Psalm 12: Silencing the Corrupted Voices

There are many benefits to living in the modern technological world that we do, but every benefit usually has a problem to counter-balance it. One of these benefit-problem balances, as I see it, is the ability to have our voices heard. Never before has anyone been able to enter the global conversation as easily as they can now. Anyone with access to a computer and the internet can speak what is on their heart and mind. Any message anyone wishes to speak can be broadcast to the farthest corners of the globe. If you speak love, truth, and acceptance, you can reach a global audience from your living room. But here is where the problems arise, for if you wish to speak hate, falsehood, and racism, that message can cover the globe from the very same living room.

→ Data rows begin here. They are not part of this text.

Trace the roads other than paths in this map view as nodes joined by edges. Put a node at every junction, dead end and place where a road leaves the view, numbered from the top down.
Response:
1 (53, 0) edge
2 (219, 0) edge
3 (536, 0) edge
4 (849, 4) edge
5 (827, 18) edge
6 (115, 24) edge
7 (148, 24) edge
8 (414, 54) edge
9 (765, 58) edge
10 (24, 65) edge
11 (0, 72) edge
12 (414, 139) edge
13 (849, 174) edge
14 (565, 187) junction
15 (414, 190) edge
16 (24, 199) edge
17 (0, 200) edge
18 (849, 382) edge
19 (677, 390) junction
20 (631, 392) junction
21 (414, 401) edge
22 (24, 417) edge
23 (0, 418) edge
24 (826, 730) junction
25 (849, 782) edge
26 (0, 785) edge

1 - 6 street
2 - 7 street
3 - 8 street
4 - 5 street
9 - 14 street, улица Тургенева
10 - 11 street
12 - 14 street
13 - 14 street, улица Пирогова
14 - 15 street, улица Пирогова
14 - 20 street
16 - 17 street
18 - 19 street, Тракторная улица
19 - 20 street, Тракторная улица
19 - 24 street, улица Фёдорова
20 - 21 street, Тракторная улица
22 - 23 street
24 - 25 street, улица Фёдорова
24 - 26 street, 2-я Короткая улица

Given that there are roughly 7.5 billion people on the earth (go to http://www.worldometers.info/world-population/ if you want to see the current population estimate), the din and cacophony from every voice ringing around the globe becomes deafening.

How can we silence the evil voices and keep the good? How do we know which voice, or voices, to which we should listen? Surely there are some good voices out there in the midst of the bad ones. Surely it must be an easy task to identify the truth from falsehood. Surely we are all wise enough to do such a thing. Surely…

The older I become the more I realize that our filters are often merely our own prejudice and bias. We listen to those things that fit the context in which we were born and in which we currently live, deciding that those voices must be the ones ringing with truth. And when we hear those speaking outside of our world we suspect them of coming from some level of ignorance of the big picture, springing from a hidden bias, or possibly of being outright evil in nature. But it rarely occurs to us they hear our voices all the while thinking the very same thing.

So who is right? Which voice rings true? Which voices is false?

I think the answer to these questions is so obvious that most of us don’t recognize it or care to ponder it even if we do recognize it.

The psalmist says that everyone is unfaithful and there are no honest people among the human race. Each one of us, he goes on to say, lies to our neighbors and harbors deception in our heart.

Each one of us. Think about that for a moment.

Each of us is a liar and is dishonest. Each of us deceives the world around us. Each one of us.

This means that of the roughly 7.5 billion people on earth there are NONE who speak the truth. I’m sure there are many reasons for this, but foremost of them all is that each one of us has a deceitful heart, and from our deceitful heart comes our thoughts and our speech. 7.5 billion corrupted voices ringing out their hateful gongs creates quite the dissonant tune. It is for this reason, I believe, that the psalmist prays to God that he “silence the flattering lips and every boastful tongue.”

The cry of a few hundred deceitful voices is more than I can handle, let alone the cry of a few billion! To be honest, when I hear them I want to shut my door, turn off the computer, stop reading anything from the news, and find a silent place of isolation where no voice can reach me. And I’m suspecting that if you are being honest, you’ve felt the same way.

But the psalmist doesn’t suggest that we hopelessly isolate ourselves and hide in the quiet dark places of the earth. Instead he tells us there is one voice worth listening to. He says, “The words of the Lord are flawless, like silver purified in a crucible, like gold refined seven times.” He tells us the voice of the Lord is the only perfect voice. He tells us his voice will silence the rabble and bring clarity to all situations. He tells us his is the voice to which we need listen when “what is vile is honored by the human race.”

I don’t mean to say we should run around the world squelching other people’s voices. The psalmist asks the Lord to silence the world’s corrupted voices and evil actions: he doesn’t assume the right to do so himself. Rather, this psalm is a prayer between its author and God and is a personal plea. He values the gold and silver words coming from the mouth of God knowing that when he listens to them they will help to silence at least one corrupted voice in the world: his own.